#### Problem details
Your copy should match the records exactly, except that no pictures appear in it.

#### Records from a data source
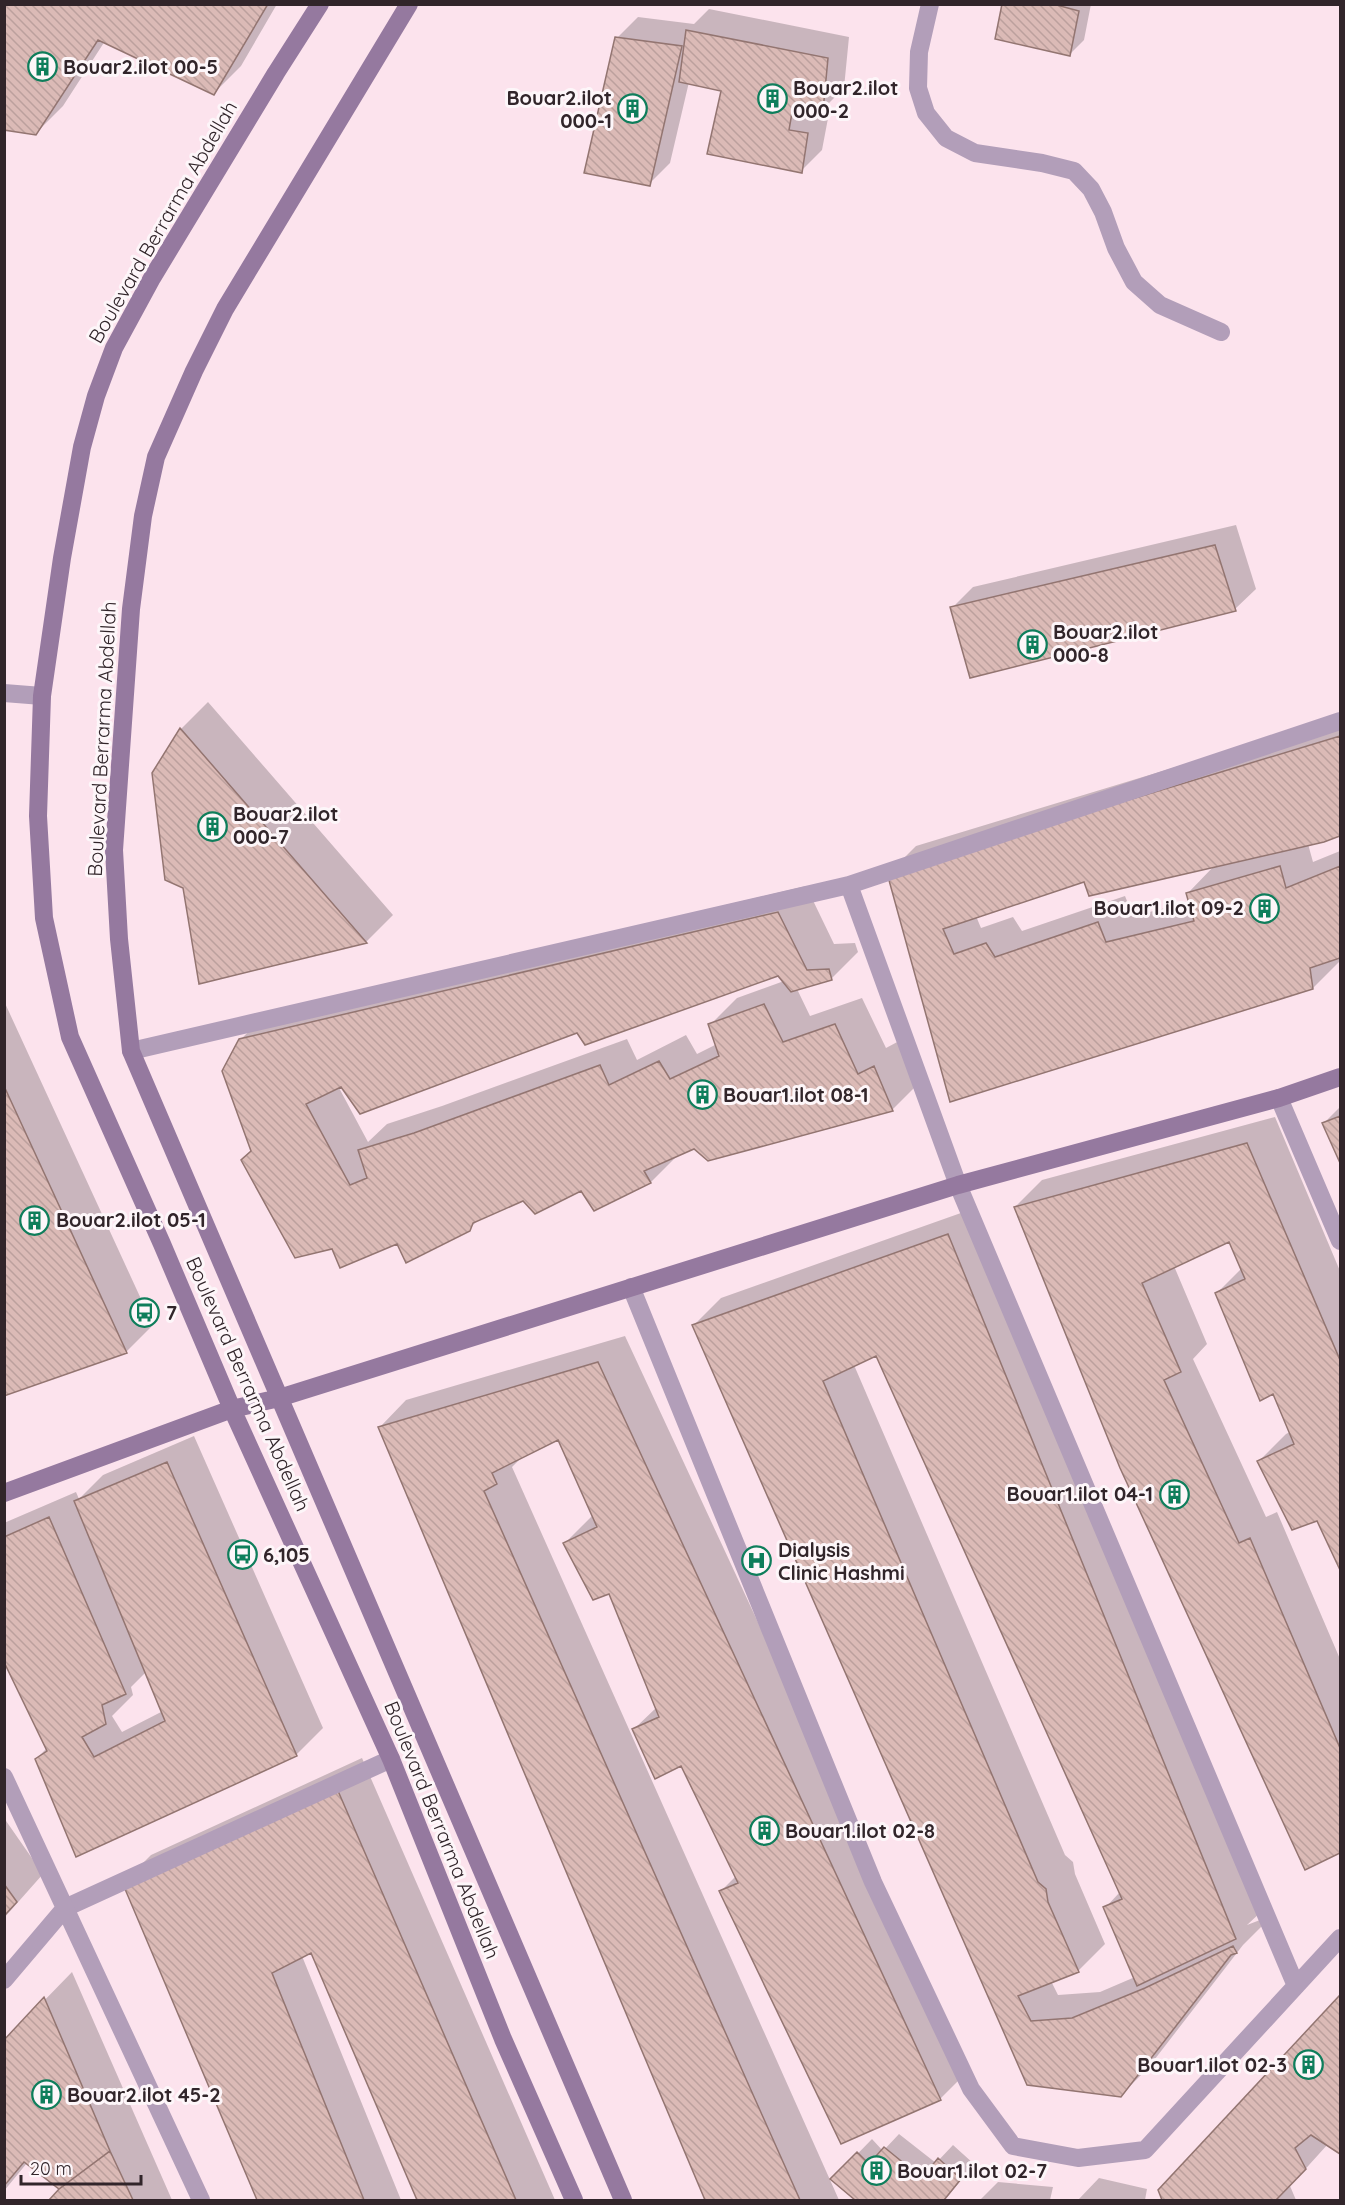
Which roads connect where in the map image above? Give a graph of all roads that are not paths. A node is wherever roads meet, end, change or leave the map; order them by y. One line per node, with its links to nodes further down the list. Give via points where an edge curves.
1 (320, 4): 6 (main road, Boulevard Berrarma Abdellah, via 158,268 114,348 82,447)
2 (409, 4): 9 (main road, Boulevard Berrarma Abdellah, via 225,309 156,457 143,516 131,609 114,850)
3 (930, 4): 4 (street, via 919,52 918,88 926,113 946,138 975,153 1074,171 1091,189 1134,282 1160,305)
4 (1221, 332)
5 (4, 693): 6 (street)
6 (42, 696): 16 (main road, Boulevard Berrarma Abdellah, via 38,816 44,918 70,1037)
7 (1341, 721): 8 (street)
8 (849, 885): 9 (street); 12 (street)
9 (131, 1051): 15 (main road, Boulevard Berrarma Abdellah)
10 (1341, 1077): 11 (main road)
11 (1279, 1098): 12 (main road); 13 (street)
12 (958, 1185): 14 (main road); 23 (street)
13 (1341, 1241)
14 (631, 1287): 15 (main road); 23 (street, via 873,1882 970,2089 1013,2146 1078,2158 1145,2150)
15 (279, 1398): 16 (main road); 26 (main road, Boulevard Berrarma Abdellah)
16 (232, 1409): 17 (main road); 18 (main road, Boulevard Berrarma Abdellah)
17 (4, 1493)
18 (391, 1759): 20 (street); 25 (main road, Boulevard Berrarma Abdellah, via 503,2038)
19 (4, 1777): 20 (street)
20 (65, 1908): 22 (street); 24 (street)
21 (1341, 1938): 23 (street)
22 (4, 1980)
23 (1296, 1986)
24 (201, 2200)
25 (574, 2200)
26 (623, 2200)

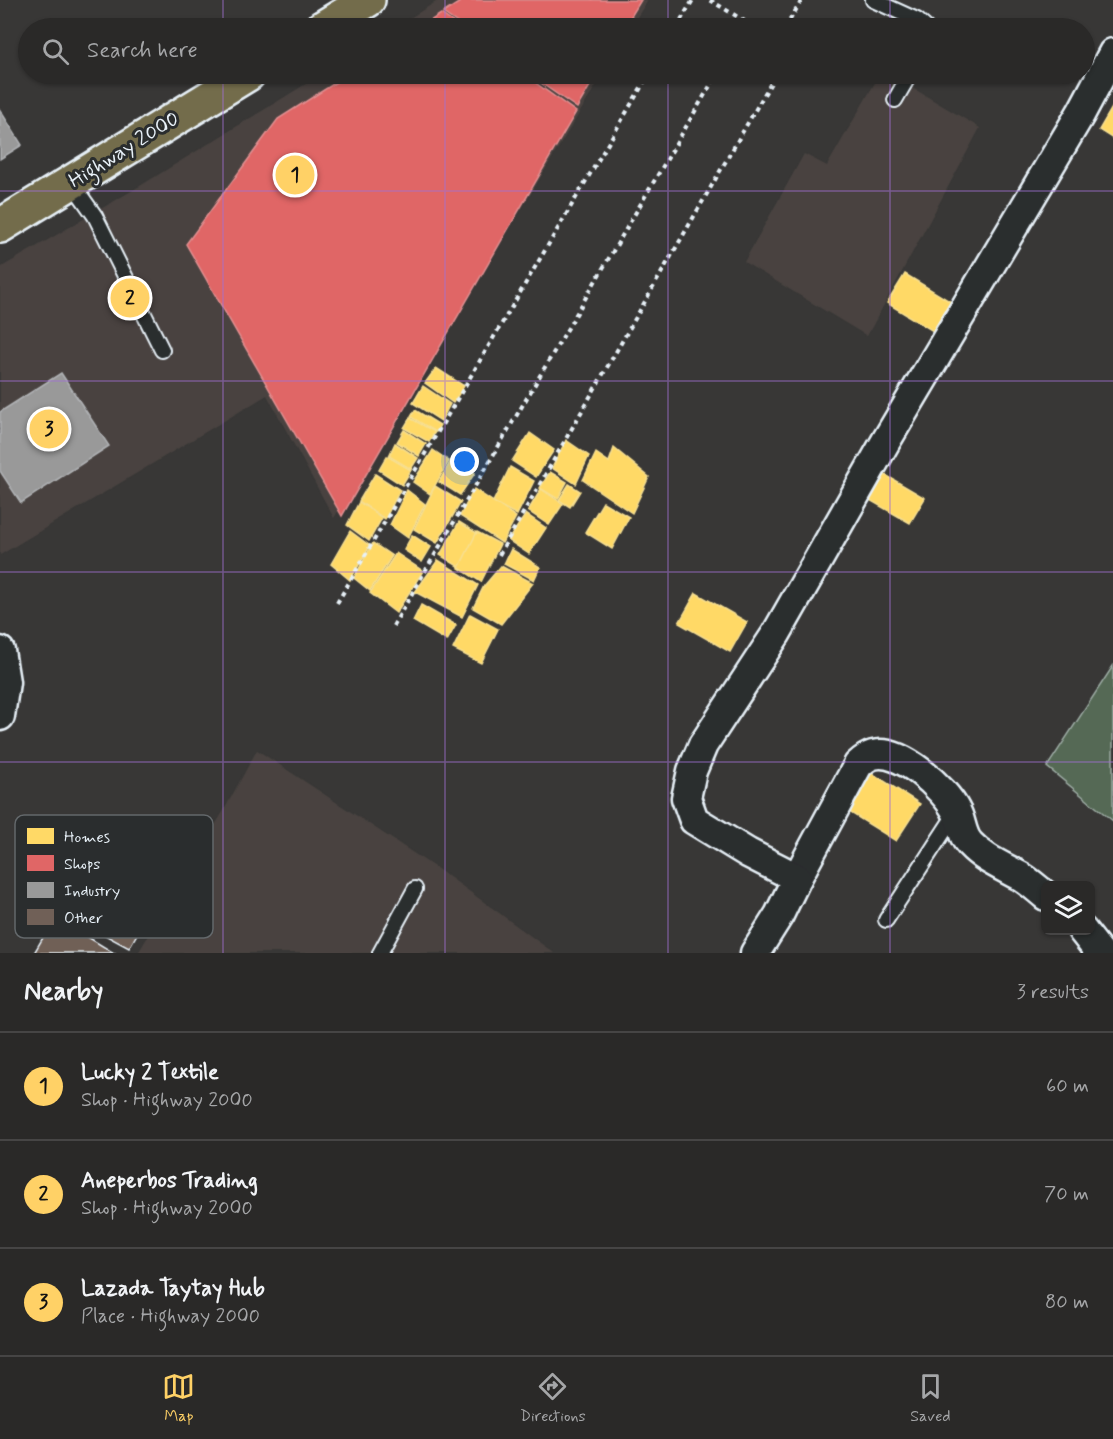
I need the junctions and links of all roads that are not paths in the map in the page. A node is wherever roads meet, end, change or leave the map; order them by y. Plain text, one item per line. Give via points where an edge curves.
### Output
1 (368, 0) edge
2 (873, 0) edge
3 (338, 18) edge
4 (913, 18) edge
5 (1113, 53) edge
6 (232, 84) edge
7 (904, 84) edge
8 (895, 100) dead end
9 (71, 182) junction
10 (0, 226) edge
11 (162, 351) dead end
12 (0, 651) edge
13 (0, 716) edge
14 (957, 811) junction
15 (797, 878) junction
16 (415, 889) dead end
17 (1041, 892) edge
18 (886, 920) dead end
19 (1086, 935) edge
20 (380, 953) edge
21 (755, 953) edge
22 (1100, 953) edge

1 - 3 main road
2 - 4 lane
5 - 15 street via 776,634 703,745 692,771 686,798 694,820
6 - 9 main road, Highway 2000
7 - 8 lane
9 - 10 main road, Highway 2000
9 - 11 lane via 95,216
12 - 13 street via 5,682
14 - 15 street via 935,783 918,771 900,759 874,754 858,765
14 - 17 street via 968,842
14 - 18 lane
15 - 21 street
16 - 20 lane
19 - 22 street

#### Task output
Which roads connect where in the map image above? Give a graph of all roads that are not paths. A node is wherever roads meet, end, change or leave the map; order them by y. One line per node, with its links to nodes further down the list. Give via points where an edge curves.
1 (320, 4): 6 (main road, Boulevard Berrarma Abdellah, via 158,268 114,348 82,447)
2 (409, 4): 9 (main road, Boulevard Berrarma Abdellah, via 225,309 156,457 143,516 131,609 114,850)
3 (930, 4): 4 (street, via 919,52 918,88 926,113 946,138 975,153 1074,171 1091,189 1134,282 1160,305)
4 (1221, 332)
5 (4, 693): 6 (street)
6 (42, 696): 16 (main road, Boulevard Berrarma Abdellah, via 38,816 44,918 70,1037)
7 (1341, 721): 8 (street)
8 (849, 885): 9 (street); 12 (street)
9 (131, 1051): 15 (main road, Boulevard Berrarma Abdellah)
10 (1341, 1077): 11 (main road)
11 (1279, 1098): 12 (main road); 13 (street)
12 (958, 1185): 14 (main road); 23 (street)
13 (1341, 1241)
14 (631, 1287): 15 (main road); 23 (street, via 873,1882 970,2089 1013,2146 1078,2158 1145,2150)
15 (279, 1398): 16 (main road); 26 (main road, Boulevard Berrarma Abdellah)
16 (232, 1409): 17 (main road); 18 (main road, Boulevard Berrarma Abdellah)
17 (4, 1493)
18 (391, 1759): 20 (street); 25 (main road, Boulevard Berrarma Abdellah, via 503,2038)
19 (4, 1777): 20 (street)
20 (65, 1908): 22 (street); 24 (street)
21 (1341, 1938): 23 (street)
22 (4, 1980)
23 (1296, 1986)
24 (201, 2200)
25 (574, 2200)
26 (623, 2200)

I need the junctions and links of all roads that are not paths in the map in the page. A node is wherever roads meet, end, change or leave the map; order them by y. Plain text, one item per line. Give via points where an edge curves.
### Output
1 (368, 0) edge
2 (873, 0) edge
3 (338, 18) edge
4 (913, 18) edge
5 (1113, 53) edge
6 (232, 84) edge
7 (904, 84) edge
8 (895, 100) dead end
9 (71, 182) junction
10 (0, 226) edge
11 (162, 351) dead end
12 (0, 651) edge
13 (0, 716) edge
14 (957, 811) junction
15 (797, 878) junction
16 (415, 889) dead end
17 (1041, 892) edge
18 (886, 920) dead end
19 (1086, 935) edge
20 (380, 953) edge
21 (755, 953) edge
22 (1100, 953) edge

1 - 3 main road
2 - 4 lane
5 - 15 street via 776,634 703,745 692,771 686,798 694,820
6 - 9 main road, Highway 2000
7 - 8 lane
9 - 10 main road, Highway 2000
9 - 11 lane via 95,216
12 - 13 street via 5,682
14 - 15 street via 935,783 918,771 900,759 874,754 858,765
14 - 17 street via 968,842
14 - 18 lane
15 - 21 street
16 - 20 lane
19 - 22 street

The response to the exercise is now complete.